I took a moment to absorb that info. Flynn had told me he was a senior. And I saw him plenty of times with a beat-up-looking notebook. But any time I asked how school was, he'd just answer with some noncommittal “the usual” or “sucks.” No elaborate lies about classes and tests, but still. It stung just the same. Why not just tell me the truth? Whatever that was.

After chewing another bite, Cooper said, “It gets even more interesting from there. He told you he lived on Elm, right?”

Flynn had referred to home as “one of those little houses on Elm.” At first I thought he'd been embarrassed to have me over because my house was bigger and nicer. But then, after some pushing, he'd told me he had family issues and didn't want me to become a part of it. From the expectant look on Cooper's face, there was more to it than that.

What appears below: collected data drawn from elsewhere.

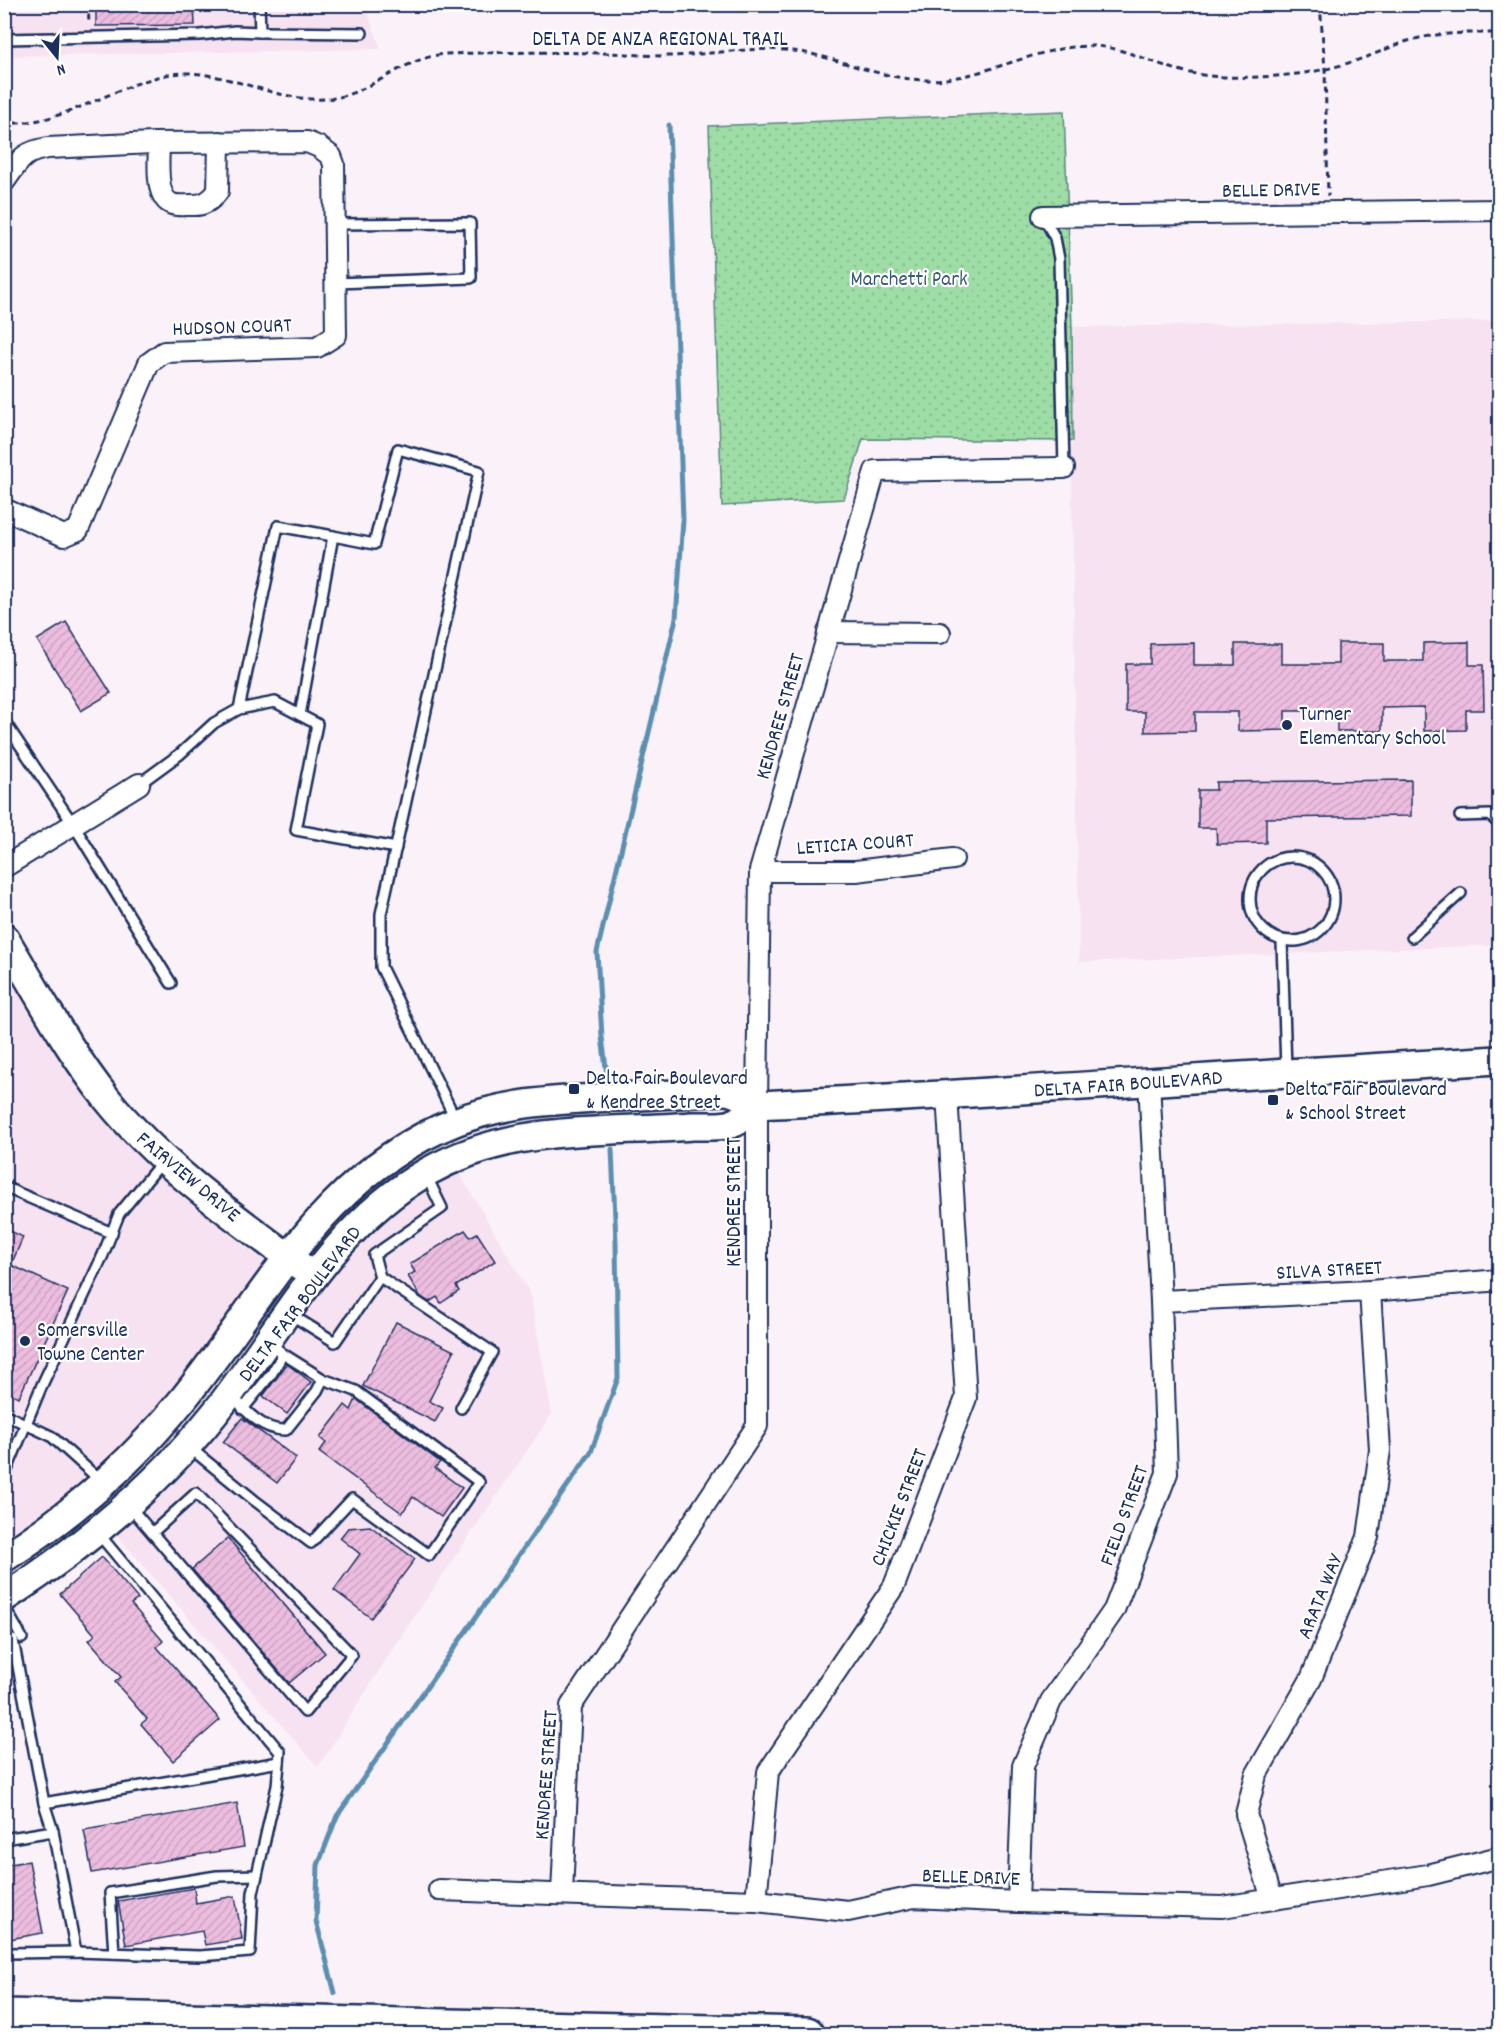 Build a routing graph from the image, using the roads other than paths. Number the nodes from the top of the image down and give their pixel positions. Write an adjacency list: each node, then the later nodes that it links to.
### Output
1 (260, 4): 2 (lane)
2 (260, 32): 3 (lane); 4 (lane)
3 (362, 33)
4 (4, 39)
5 (219, 142): 6 (street); 6 (street); 10 (street, HUDSON COURT)
6 (159, 143): 7 (street)
7 (4, 182)
8 (1500, 210): 9 (street, BELLE DRIVE)
9 (1043, 216): 12 (lane)
10 (335, 224): 11 (street, HUDSON COURT); 11 (lane)
11 (336, 283): 13 (street, HUDSON COURT)
12 (1064, 468): 15 (street, KENDREE STREET)
13 (4, 509)
14 (333, 536): 17 (lane); 18 (lane); 24 (lane)
15 (828, 632): 16 (street); 27 (street, KENDREE STREET)
16 (940, 633)
17 (239, 709): 18 (lane); 20 (lane)
18 (300, 715): 24 (lane)
19 (4, 721): 22 (lane)
20 (140, 784): 22 (street)
21 (1460, 816): 23 (lane)
22 (73, 824): 26 (street); 32 (lane)
23 (1500, 825)
24 (396, 848): 38 (lane)
25 (953, 859): 27 (street, LETICIA COURT)
26 (4, 867)
27 (760, 871): 37 (street, KENDREE STREET)
28 (1461, 893): 30 (lane)
29 (4, 937): 39 (main road, FAIRVIEW DRIVE)
30 (1412, 937)
31 (1282, 941): 31 (lane); 34 (lane)
32 (171, 983)
33 (1500, 1060): 34 (main road, DELTA FAIR BOULEVARD)
34 (1286, 1072): 35 (main road, DELTA FAIR BOULEVARD)
35 (1149, 1082): 36 (main road, DELTA FAIR BOULEVARD); 48 (street, FIELD STREET)
36 (947, 1095): 37 (main road, DELTA FAIR BOULEVARD); 74 (street, CHICKIE STREET)
37 (757, 1105): 38 (main road, DELTA FAIR BOULEVARD); 40 (main road, DELTA FAIR BOULEVARD); 72 (street, KENDREE STREET)
38 (457, 1121): 43 (main road, DELTA FAIR BOULEVARD)
39 (164, 1160): 42 (lane); 43 (main road, FAIRVIEW DRIVE)
40 (425, 1173): 44 (main road, DELTA FAIR BOULEVARD); 45 (lane)
41 (4, 1187): 42 (lane)
42 (112, 1233): 55 (lane)
43 (288, 1257): 44 (main road, FAIRVIEW DRIVE); 58 (main road, DELTA FAIR BOULEVARD)
44 (314, 1276): 49 (main road, DELTA FAIR BOULEVARD)
45 (380, 1277): 49 (lane); 53 (lane)
46 (1500, 1280): 47 (street, SILVA STREET)
47 (1370, 1291): 48 (street, SILVA STREET); 73 (street, ARATA WAY)
48 (1161, 1301): 75 (street, FIELD STREET)
49 (288, 1312): 50 (main road, DELTA FAIR BOULEVARD)
50 (276, 1348): 51 (lane); 52 (main road, DELTA FAIR BOULEVARD)
51 (323, 1379): 52 (lane); 56 (lane)
52 (237, 1401): 56 (main road, DELTA FAIR BOULEVARD)
53 (461, 1407)
54 (4, 1414): 55 (lane)
55 (27, 1424): 57 (lane); 58 (lane)
56 (187, 1446): 59 (main road, DELTA FAIR BOULEVARD)
57 (4, 1477)
58 (103, 1482): 62 (main road, DELTA FAIR BOULEVARD)
59 (128, 1505): 60 (main road, DELTA FAIR BOULEVARD); 61 (lane)
60 (97, 1532): 63 (main road, DELTA FAIR BOULEVARD); 65 (lane)
61 (152, 1533): 61 (lane)
62 (4, 1558)
63 (4, 1598)
64 (4, 1606): 66 (lane)
65 (279, 1762): 66 (lane); 70 (lane)
66 (44, 1803): 67 (lane)
67 (53, 1831): 68 (lane); 76 (lane)
68 (4, 1839)
69 (1500, 1857): 73 (street, BELLE DRIVE)
70 (257, 1875): 78 (lane); 78 (lane)
71 (439, 1890): 72 (street, BELLE DRIVE)
72 (562, 1893): 74 (street, BELLE DRIVE)
73 (1272, 1899): 75 (street, BELLE DRIVE)
74 (756, 1901): 75 (street, BELLE DRIVE)
75 (1018, 1902)
76 (76, 1952): 77 (lane); 78 (lane)
77 (10, 1953)
78 (114, 1953)
79 (4, 2016): 80 (highway)
80 (807, 2034) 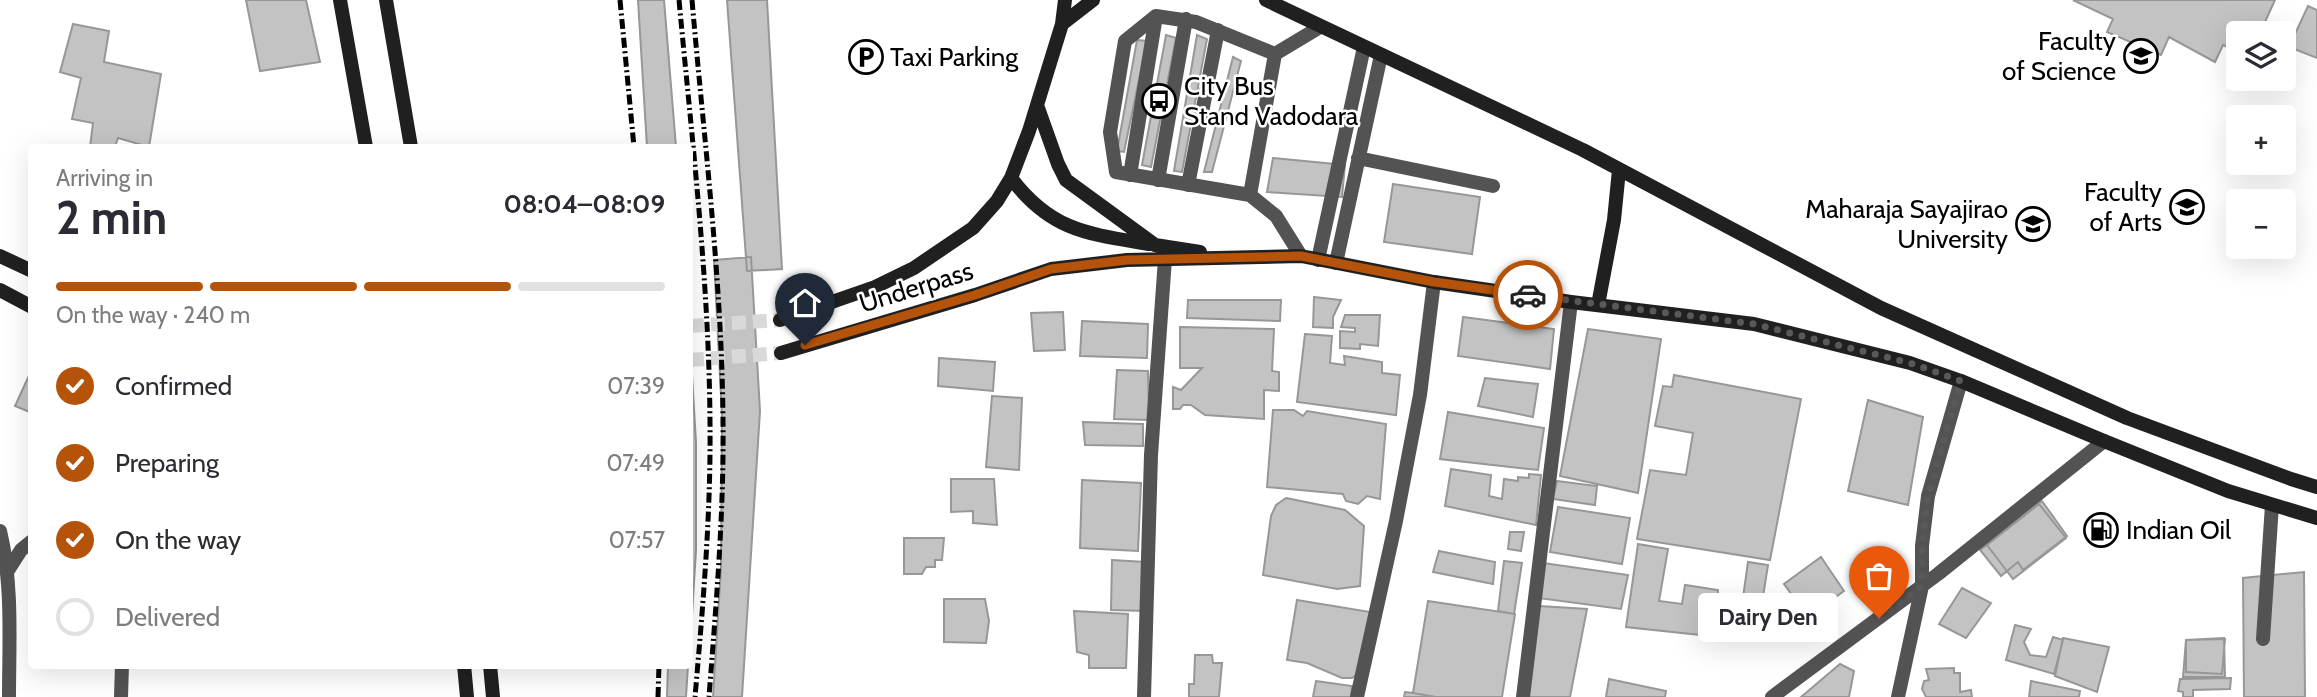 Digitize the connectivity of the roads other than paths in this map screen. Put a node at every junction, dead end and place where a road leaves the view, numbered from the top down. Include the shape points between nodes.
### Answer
1 (340, 0) edge
2 (386, 0) edge
3 (1065, 0) edge
4 (1093, 0) edge
5 (1266, 0) edge
6 (1156, 16) junction
7 (1186, 19) junction
8 (1062, 24) junction
9 (1320, 27) junction
10 (1218, 30) junction
11 (1364, 47) junction
12 (1275, 54) junction
13 (1381, 55) junction
14 (1037, 105) junction
15 (365, 144) edge
16 (410, 144) edge
17 (1358, 158) junction
18 (1619, 170) junction
19 (1130, 175) junction
20 (1011, 178) junction
21 (1158, 180) junction
22 (1188, 185) junction
23 (1493, 186) dead end
24 (1250, 195) junction
25 (1155, 245) junction
26 (0, 256) edge
27 (1301, 256) junction
28 (1233, 258) junction
29 (1165, 259) junction
30 (1318, 260) junction
31 (1336, 263) junction
32 (28, 269) edge
33 (1434, 282) junction
34 (0, 290) edge
35 (1571, 302) junction
36 (28, 305) edge
37 (1598, 305) junction
38 (780, 320) tunnel mouth
39 (781, 353) tunnel mouth
40 (1961, 381) junction
41 (2104, 441) junction
42 (2317, 487) edge
43 (2272, 505) junction
44 (2317, 518) edge
45 (0, 531) edge
46 (28, 544) edge
47 (7, 572) junction
48 (1922, 586) junction
49 (2263, 639) dead end
50 (122, 669) edge
51 (464, 669) edge
52 (490, 669) edge
53 (9, 697) edge
54 (121, 697) edge
55 (467, 697) edge
56 (493, 697) edge
57 (1144, 697) edge
58 (1357, 697) edge
59 (1523, 697) edge
60 (1772, 697) edge
61 (1898, 697) edge

1 - 15 main road
2 - 16 main road
3 - 8 main road, Underpass
4 - 8 main road
5 - 9 main road
6 - 7 street
6 - 19 street
6 - 19 street via 1125,41 1114,106 1110,132 1116,172
7 - 10 street
7 - 21 street
8 - 14 main road, Underpass
9 - 11 main road
9 - 12 street
10 - 12 street
10 - 22 street
11 - 13 main road
11 - 30 street
12 - 24 street
13 - 17 street
13 - 18 main road
14 - 20 main road, Underpass
14 - 25 main road via 1066,180
17 - 23 street
17 - 31 street
18 - 37 main road
18 - 42 main road via 1881,308 2127,418
19 - 21 street
20 - 25 main road via 1053,219 1088,234
20 - 38 main road, Underpass via 973,228 914,268 875,287
21 - 22 street
22 - 24 street
24 - 27 street via 1276,216
25 - 28 main road
26 - 32 main road
27 - 28 main road
27 - 30 main road
28 - 29 main road, Underpass
29 - 39 main road, Underpass via 1051,269
29 - 57 street via 1151,454
30 - 31 main road
31 - 33 main road
33 - 35 main road
33 - 58 street via 1418,408
34 - 36 main road
35 - 37 main road
35 - 59 street
37 - 40 main road via 1754,324 1910,363
40 - 41 main road
40 - 48 street via 1928,496
41 - 43 main road
41 - 48 street
43 - 44 main road
43 - 49 street
45 - 47 street
46 - 47 street
47 - 53 street
48 - 60 street
48 - 61 street
50 - 54 street
51 - 55 main road
52 - 56 main road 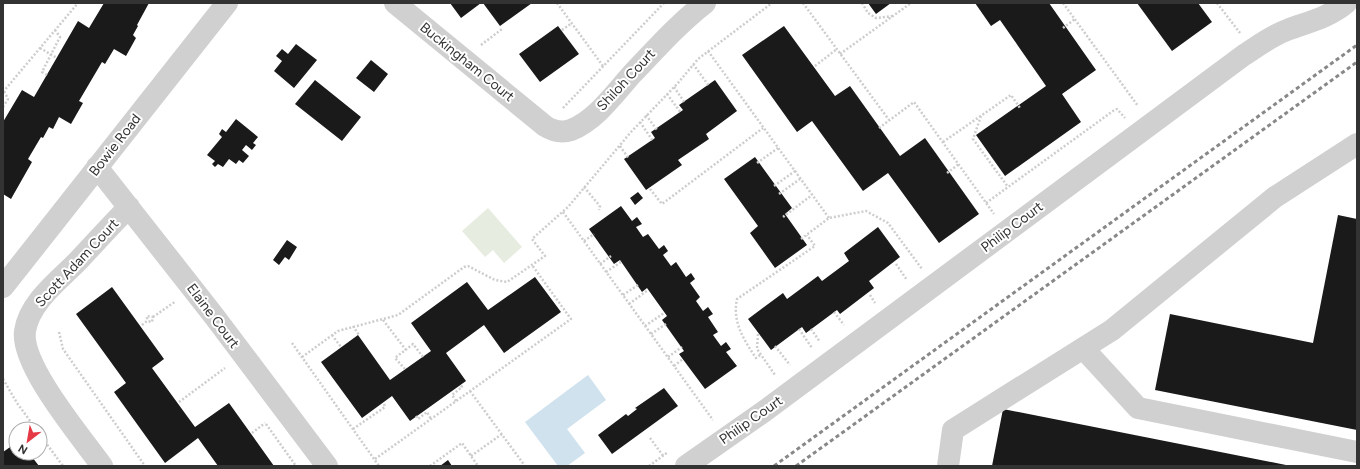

I nodded. “That's what he said, yeah.”

“Well, he didn't live on Elm. Actually, I couldn't find a record of his family living
anywhere
in River's End. There's no public listing for that last name in town. I even checked the private listings and voter registrations. No Parkmans.”

My breath hitched. I didn't know whether I should feel curious, sad, betrayed, angry. I settled on nauseated. I pushed my plate of grease to the side. Thinking out loud, I asked, “Then where did they live?”

Cooper shrugged. “Maybe they were squatters.”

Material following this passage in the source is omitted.